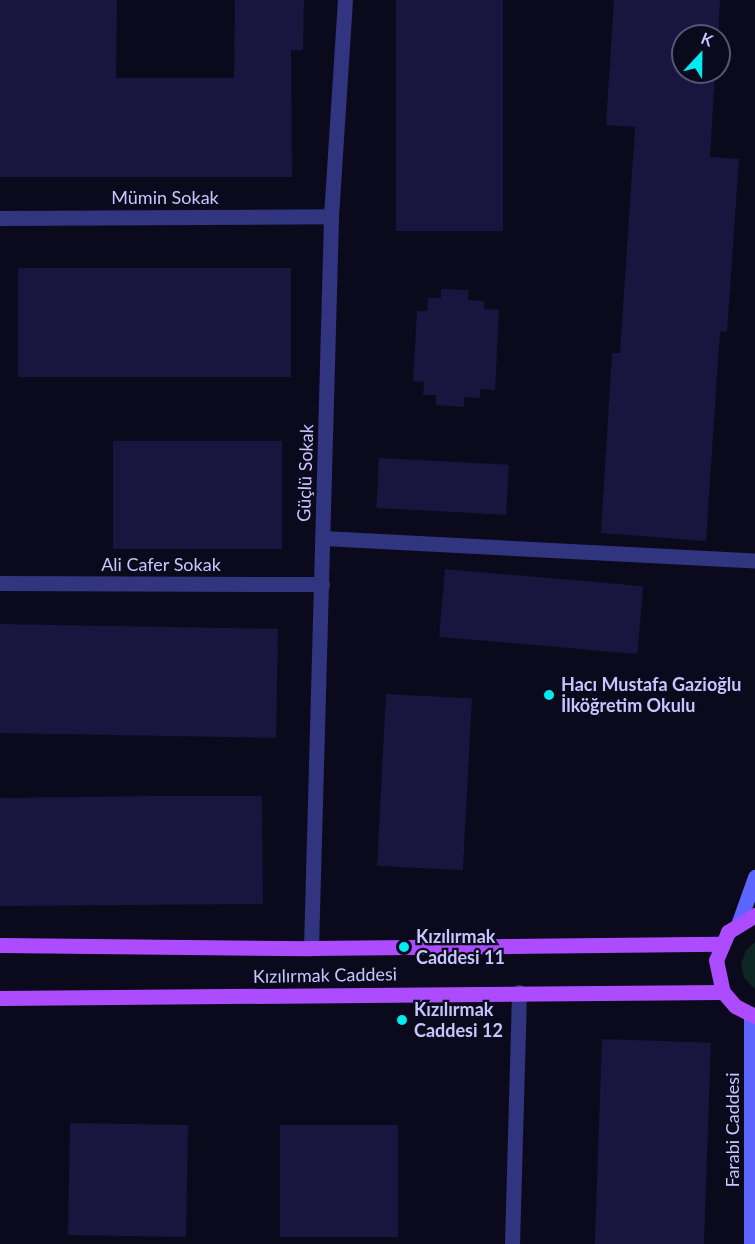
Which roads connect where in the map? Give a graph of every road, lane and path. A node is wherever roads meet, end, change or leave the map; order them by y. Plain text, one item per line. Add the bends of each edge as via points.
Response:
———
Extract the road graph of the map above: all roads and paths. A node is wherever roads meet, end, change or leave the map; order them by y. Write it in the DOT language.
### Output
———
| What the task asks |
Pull every line containing "order" from the entries above and copy it.

| Solution to the problem |
Which roads connect where in the map? Give a graph of every road, lane and path. A node is wherever roads meet, end, change or leave the map; order them by y. Plain text, one item per line. Add the bends of each edge as via points.
Extract the road graph of the map above: all roads and paths. A node is wherever roads meet, end, change or leave the map; order them by y. Write it in the DOT language.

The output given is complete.